Testing MotherDuck for Concurrent FHIR Analytics over S3 Parquet
I had two FHIR-style datasets stored as Parquet files in S3:
patients.parquetobservations.parquet
The goal was simple: can I go from raw healthcare Parquet files in S3 to useful SQL analytics, and then simulate multiple dashboard users querying the same data concurrently?

Setup
I first created MotherDuck views directly over the S3 Parquet files:
CREATE OR REPLACE VIEW patients AS
SELECT *
FROM read_parquet('s3://fhir-firebolt-demo/patients.parquet');
CREATE OR REPLACE VIEW observations AS
SELECT *
FROM read_parquet('s3://fhir-firebolt-demo/observations.parquet');
This let me query the raw S3 data without building a separate ingestion pipeline.
For repeated analytics, I then materialized the views into MotherDuck tables:
CREATE OR REPLACE TABLE patients_md AS
SELECT * FROM patients;
CREATE OR REPLACE TABLE observations_md AS
SELECT * FROM observations;
Basic Analytics
The first query was just a sanity check on dataset size:
SELECT 'patients_md' AS table_name, count(*) AS rows FROM patients_md
UNION ALL
SELECT 'observations_md' AS table_name, count(*) AS rows FROM observations_md;
Then I ran a dashboard-style clinical observation summary:
SELECT
code_display,
category,
count(*) AS observation_count,
round(avg(value_num), 2) AS avg_value,
min(value_num) AS min_value,
max(value_num) AS max_value,
any_value(unit) AS unit
FROM observations_md
WHERE value_num IS NOT NULL
GROUP BY code_display, category
ORDER BY observation_count DESC
LIMIT 15;
This gives a quick summary of common observations, categories, average values, and units.

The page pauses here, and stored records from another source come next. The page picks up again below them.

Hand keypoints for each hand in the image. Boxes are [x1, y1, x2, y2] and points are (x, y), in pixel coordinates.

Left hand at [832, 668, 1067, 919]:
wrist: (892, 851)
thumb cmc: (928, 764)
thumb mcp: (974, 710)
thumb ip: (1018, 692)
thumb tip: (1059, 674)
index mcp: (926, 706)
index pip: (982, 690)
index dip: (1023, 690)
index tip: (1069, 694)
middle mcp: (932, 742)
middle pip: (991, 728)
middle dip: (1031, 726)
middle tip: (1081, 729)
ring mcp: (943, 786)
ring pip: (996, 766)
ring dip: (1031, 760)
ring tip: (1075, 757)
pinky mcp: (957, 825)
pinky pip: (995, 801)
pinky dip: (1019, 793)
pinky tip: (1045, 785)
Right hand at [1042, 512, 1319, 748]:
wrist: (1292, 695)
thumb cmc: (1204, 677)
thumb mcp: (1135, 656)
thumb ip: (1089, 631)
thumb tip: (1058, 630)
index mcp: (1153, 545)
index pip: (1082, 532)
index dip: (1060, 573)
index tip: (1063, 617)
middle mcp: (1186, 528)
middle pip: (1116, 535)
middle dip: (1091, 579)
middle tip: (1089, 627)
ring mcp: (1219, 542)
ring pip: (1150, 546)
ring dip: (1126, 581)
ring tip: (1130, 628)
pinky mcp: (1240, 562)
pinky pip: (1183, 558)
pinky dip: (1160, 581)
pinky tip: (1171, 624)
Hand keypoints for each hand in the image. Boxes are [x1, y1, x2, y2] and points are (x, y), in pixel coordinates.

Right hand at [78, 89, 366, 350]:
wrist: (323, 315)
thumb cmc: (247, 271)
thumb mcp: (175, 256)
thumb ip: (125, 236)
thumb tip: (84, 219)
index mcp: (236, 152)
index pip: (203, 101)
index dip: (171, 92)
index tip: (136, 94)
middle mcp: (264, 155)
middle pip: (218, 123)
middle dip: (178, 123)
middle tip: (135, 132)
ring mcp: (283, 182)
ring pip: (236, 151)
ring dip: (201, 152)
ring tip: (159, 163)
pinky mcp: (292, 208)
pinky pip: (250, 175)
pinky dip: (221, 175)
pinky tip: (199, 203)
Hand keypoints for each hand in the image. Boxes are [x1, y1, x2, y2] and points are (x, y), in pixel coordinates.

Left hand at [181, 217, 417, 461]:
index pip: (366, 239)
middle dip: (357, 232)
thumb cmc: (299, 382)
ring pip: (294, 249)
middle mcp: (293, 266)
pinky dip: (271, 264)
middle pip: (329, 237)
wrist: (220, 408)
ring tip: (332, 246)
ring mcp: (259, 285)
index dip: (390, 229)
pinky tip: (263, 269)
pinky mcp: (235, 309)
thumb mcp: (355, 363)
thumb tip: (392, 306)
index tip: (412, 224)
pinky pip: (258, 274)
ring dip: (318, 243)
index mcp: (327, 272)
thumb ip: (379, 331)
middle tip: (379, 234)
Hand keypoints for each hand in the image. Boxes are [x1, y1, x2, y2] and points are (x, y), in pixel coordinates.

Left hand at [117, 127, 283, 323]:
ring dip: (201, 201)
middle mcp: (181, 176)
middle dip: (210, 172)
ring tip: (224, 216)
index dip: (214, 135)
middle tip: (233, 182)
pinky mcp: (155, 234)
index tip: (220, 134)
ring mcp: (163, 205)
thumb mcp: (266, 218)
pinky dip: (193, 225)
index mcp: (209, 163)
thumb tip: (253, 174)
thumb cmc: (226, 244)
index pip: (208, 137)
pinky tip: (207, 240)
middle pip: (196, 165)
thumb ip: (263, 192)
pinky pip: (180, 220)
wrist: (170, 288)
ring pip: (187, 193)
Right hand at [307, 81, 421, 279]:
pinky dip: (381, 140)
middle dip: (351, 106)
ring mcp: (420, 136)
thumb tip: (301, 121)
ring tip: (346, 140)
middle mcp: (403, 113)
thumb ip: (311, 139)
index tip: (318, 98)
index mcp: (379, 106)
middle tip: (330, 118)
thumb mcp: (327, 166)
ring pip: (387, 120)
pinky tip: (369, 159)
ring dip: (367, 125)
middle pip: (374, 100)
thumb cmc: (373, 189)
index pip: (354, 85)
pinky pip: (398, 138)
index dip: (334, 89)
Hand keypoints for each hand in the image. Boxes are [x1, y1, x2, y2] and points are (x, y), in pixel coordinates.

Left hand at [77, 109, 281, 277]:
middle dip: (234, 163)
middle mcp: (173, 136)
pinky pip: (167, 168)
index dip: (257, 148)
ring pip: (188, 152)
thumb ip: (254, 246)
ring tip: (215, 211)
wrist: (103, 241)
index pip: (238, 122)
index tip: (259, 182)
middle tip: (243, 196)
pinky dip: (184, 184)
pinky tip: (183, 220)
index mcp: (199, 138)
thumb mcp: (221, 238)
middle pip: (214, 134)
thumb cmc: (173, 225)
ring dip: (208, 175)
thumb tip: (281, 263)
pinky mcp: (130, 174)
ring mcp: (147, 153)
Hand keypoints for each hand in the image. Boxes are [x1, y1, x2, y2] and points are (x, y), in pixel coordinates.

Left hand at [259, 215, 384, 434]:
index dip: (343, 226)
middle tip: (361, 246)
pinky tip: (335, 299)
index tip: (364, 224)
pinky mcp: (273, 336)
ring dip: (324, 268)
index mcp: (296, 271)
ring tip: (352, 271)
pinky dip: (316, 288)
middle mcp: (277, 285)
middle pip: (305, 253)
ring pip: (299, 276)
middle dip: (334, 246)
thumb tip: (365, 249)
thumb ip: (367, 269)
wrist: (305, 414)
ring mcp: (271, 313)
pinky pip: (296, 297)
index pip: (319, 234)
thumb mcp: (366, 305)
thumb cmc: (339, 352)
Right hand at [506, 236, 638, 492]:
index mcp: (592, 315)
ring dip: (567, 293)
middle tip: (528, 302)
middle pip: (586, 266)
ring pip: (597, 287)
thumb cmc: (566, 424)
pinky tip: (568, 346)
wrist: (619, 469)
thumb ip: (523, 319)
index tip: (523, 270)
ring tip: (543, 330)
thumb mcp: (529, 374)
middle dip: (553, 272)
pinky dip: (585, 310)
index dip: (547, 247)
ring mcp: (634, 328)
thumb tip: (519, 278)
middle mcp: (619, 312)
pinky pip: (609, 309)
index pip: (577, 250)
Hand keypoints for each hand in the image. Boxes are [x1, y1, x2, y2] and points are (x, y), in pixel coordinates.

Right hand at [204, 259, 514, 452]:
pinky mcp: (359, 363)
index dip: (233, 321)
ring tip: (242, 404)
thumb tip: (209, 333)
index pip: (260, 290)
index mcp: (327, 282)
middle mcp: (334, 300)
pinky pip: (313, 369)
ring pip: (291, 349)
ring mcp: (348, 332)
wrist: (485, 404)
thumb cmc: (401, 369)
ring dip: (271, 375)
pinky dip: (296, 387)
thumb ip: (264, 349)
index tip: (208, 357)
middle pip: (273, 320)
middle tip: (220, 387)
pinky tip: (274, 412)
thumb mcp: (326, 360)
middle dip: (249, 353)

Simulating Concurrent Users
To test concurrency, I used a local Python script as a load generator. Each thread acted like one dashboard user:
- Open a separate MotherDuck connection
- Run one dashboard-style SQL query
- Close the connection
- Record latency
The laptop was only generating concurrent requests. The SQL execution happened in MotherDuck.
Sample result:
Simulated users: 5
Average latency: 56.77s
P50 latency: 57.47s
Max latency: 57.47s
Simulated users: 20
Average latency: 23.73s
P50 latency: 30.90s
Max latency: 37.37s
The first run likely included cold-start or cache warm-up behavior. The second run gives a better view of warmed concurrent dashboard-style queries.
Takeaway
The useful pattern here is:
S3 Parquet -> MotherDuck views -> MotherDuck tables -> dashboard SQL -> concurrent user simulation
Local DuckDB is great for exploration. MotherDuck becomes useful when the same data needs to support repeated analytics, dashboards, and multiple users.
The next thing I would like to understand better is when to keep querying raw S3 Parquet directly versus when to materialize into MotherDuck tables, and how to size read-scaling Ducklings for concurrent dashboard workloads.